INPUT DATA:
+ + + + +

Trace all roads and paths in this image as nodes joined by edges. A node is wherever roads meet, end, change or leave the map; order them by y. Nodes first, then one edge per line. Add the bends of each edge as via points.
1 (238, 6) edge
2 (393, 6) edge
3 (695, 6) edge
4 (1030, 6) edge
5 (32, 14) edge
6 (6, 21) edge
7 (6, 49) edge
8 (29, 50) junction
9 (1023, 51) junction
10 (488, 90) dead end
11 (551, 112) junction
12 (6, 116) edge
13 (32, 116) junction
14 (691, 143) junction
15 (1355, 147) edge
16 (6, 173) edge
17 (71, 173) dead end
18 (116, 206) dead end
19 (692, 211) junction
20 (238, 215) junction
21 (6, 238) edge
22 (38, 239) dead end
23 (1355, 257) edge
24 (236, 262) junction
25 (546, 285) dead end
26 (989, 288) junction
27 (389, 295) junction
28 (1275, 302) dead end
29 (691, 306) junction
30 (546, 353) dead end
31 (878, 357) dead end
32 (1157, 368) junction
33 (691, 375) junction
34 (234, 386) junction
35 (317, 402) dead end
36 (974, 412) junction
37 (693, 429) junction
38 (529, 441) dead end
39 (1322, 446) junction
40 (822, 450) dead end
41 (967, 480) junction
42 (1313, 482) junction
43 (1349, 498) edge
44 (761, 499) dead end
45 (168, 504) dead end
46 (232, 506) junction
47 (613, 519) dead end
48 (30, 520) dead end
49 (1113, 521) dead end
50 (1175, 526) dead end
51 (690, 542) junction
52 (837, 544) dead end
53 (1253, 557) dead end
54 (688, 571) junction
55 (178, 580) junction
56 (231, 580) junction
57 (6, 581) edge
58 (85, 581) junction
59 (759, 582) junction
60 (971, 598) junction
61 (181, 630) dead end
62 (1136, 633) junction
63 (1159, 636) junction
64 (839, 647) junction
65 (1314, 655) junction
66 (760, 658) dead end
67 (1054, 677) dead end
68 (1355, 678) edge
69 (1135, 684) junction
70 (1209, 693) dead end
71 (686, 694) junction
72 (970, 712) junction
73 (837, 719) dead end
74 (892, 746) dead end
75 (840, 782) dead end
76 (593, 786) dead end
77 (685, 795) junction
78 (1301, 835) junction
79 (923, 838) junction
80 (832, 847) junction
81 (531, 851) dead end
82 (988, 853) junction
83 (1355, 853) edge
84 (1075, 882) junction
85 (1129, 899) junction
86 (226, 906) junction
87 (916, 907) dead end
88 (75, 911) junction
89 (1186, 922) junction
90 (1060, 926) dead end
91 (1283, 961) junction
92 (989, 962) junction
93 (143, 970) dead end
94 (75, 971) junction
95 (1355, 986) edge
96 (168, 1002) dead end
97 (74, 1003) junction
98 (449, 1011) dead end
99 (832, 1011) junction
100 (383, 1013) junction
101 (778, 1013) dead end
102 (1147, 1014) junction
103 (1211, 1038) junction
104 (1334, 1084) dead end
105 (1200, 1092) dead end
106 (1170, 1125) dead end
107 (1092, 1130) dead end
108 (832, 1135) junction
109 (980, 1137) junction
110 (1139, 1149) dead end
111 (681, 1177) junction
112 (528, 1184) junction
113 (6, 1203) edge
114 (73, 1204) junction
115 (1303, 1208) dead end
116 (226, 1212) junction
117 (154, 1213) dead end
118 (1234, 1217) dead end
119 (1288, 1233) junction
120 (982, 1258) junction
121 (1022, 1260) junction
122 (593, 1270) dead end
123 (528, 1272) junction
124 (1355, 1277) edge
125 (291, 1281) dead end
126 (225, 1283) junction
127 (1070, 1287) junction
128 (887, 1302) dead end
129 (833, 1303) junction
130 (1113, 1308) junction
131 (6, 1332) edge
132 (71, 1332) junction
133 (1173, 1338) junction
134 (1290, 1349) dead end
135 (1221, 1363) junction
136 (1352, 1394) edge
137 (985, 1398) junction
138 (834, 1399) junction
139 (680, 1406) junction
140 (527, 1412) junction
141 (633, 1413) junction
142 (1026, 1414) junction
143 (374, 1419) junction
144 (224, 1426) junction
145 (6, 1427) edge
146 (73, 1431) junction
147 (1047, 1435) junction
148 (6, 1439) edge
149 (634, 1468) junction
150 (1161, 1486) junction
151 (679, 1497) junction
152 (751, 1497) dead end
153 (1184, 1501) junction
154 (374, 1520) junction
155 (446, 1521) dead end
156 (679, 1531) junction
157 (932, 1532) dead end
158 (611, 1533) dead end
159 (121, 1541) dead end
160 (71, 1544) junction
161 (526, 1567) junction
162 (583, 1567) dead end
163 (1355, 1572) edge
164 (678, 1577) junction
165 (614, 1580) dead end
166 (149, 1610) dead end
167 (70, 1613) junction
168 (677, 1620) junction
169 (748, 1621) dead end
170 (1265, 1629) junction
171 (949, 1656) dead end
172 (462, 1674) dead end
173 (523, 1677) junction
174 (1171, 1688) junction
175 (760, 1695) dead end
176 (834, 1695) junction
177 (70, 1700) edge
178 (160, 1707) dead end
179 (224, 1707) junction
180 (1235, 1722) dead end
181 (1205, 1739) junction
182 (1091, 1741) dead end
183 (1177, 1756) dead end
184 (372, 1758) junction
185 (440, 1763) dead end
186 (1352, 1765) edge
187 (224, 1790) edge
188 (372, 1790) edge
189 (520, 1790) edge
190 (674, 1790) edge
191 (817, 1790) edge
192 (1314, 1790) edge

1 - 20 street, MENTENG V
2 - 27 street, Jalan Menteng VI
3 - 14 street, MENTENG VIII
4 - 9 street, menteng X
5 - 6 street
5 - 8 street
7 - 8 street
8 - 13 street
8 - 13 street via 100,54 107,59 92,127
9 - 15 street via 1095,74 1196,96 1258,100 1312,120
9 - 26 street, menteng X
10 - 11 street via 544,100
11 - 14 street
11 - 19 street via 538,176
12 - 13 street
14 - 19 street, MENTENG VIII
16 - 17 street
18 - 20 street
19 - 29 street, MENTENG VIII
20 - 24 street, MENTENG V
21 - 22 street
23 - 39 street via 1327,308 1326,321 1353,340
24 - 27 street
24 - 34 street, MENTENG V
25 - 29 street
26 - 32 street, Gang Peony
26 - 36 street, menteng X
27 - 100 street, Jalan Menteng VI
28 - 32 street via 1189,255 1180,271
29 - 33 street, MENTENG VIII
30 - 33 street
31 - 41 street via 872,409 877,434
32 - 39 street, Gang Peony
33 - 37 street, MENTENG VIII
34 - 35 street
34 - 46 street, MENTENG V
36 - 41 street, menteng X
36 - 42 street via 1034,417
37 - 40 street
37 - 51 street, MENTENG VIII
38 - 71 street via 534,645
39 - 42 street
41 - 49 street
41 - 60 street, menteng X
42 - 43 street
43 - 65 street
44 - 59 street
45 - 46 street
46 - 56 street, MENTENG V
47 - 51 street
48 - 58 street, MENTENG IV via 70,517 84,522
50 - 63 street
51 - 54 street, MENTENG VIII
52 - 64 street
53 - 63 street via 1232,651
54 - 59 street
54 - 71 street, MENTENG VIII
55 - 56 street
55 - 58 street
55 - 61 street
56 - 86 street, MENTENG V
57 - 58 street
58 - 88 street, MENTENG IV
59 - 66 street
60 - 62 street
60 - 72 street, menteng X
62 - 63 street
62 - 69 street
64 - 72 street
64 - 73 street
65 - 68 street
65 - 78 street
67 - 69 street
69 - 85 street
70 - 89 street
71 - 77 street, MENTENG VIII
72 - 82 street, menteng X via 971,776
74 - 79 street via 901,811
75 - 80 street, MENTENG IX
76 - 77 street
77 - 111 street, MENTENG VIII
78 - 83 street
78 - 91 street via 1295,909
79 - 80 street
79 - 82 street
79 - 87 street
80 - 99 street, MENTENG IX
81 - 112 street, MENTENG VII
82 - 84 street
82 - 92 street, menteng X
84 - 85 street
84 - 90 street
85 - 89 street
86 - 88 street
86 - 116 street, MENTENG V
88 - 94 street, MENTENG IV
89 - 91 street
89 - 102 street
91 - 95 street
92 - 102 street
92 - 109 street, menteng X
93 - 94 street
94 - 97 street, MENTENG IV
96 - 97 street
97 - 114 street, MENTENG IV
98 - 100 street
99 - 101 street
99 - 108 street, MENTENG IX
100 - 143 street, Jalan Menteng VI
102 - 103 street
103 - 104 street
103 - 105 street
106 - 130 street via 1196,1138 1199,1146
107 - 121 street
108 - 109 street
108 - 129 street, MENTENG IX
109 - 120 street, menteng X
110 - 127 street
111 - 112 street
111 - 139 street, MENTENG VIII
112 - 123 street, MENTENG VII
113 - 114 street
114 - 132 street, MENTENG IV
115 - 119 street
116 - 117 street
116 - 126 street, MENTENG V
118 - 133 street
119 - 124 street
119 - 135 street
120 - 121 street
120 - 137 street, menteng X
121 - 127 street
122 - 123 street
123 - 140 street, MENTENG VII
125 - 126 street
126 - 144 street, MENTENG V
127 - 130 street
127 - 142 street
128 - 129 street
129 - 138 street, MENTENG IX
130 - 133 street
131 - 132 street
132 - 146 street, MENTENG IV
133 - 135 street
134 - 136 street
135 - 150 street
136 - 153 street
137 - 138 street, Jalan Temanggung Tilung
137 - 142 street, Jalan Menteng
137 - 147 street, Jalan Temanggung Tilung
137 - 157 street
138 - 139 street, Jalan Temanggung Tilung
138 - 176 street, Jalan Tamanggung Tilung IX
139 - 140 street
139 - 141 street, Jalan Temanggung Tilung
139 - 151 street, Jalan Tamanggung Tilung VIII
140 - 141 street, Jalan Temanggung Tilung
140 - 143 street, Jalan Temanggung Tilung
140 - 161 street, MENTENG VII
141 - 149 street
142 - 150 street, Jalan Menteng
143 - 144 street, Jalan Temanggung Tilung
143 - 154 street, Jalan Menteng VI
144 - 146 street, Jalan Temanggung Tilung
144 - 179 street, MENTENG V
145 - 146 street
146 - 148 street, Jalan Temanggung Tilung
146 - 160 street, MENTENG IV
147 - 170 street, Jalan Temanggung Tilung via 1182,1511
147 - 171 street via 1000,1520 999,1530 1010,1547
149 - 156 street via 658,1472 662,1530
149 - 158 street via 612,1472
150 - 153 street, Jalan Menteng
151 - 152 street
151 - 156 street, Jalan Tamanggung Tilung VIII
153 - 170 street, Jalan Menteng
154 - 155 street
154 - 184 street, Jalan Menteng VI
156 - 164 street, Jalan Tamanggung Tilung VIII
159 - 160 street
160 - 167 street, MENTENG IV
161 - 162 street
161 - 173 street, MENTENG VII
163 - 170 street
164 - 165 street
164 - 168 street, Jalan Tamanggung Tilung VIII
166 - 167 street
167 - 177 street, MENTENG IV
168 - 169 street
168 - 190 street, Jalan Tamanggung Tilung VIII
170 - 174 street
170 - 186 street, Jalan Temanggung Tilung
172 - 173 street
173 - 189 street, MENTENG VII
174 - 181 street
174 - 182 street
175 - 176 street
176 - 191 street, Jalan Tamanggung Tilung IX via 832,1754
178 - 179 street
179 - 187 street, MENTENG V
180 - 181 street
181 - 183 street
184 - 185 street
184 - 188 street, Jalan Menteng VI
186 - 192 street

+ + + + +

Look through the entries above and list every line containing "Peony".

ANSWER TO THIS TASK:
26 - 32 street, Gang Peony
32 - 39 street, Gang Peony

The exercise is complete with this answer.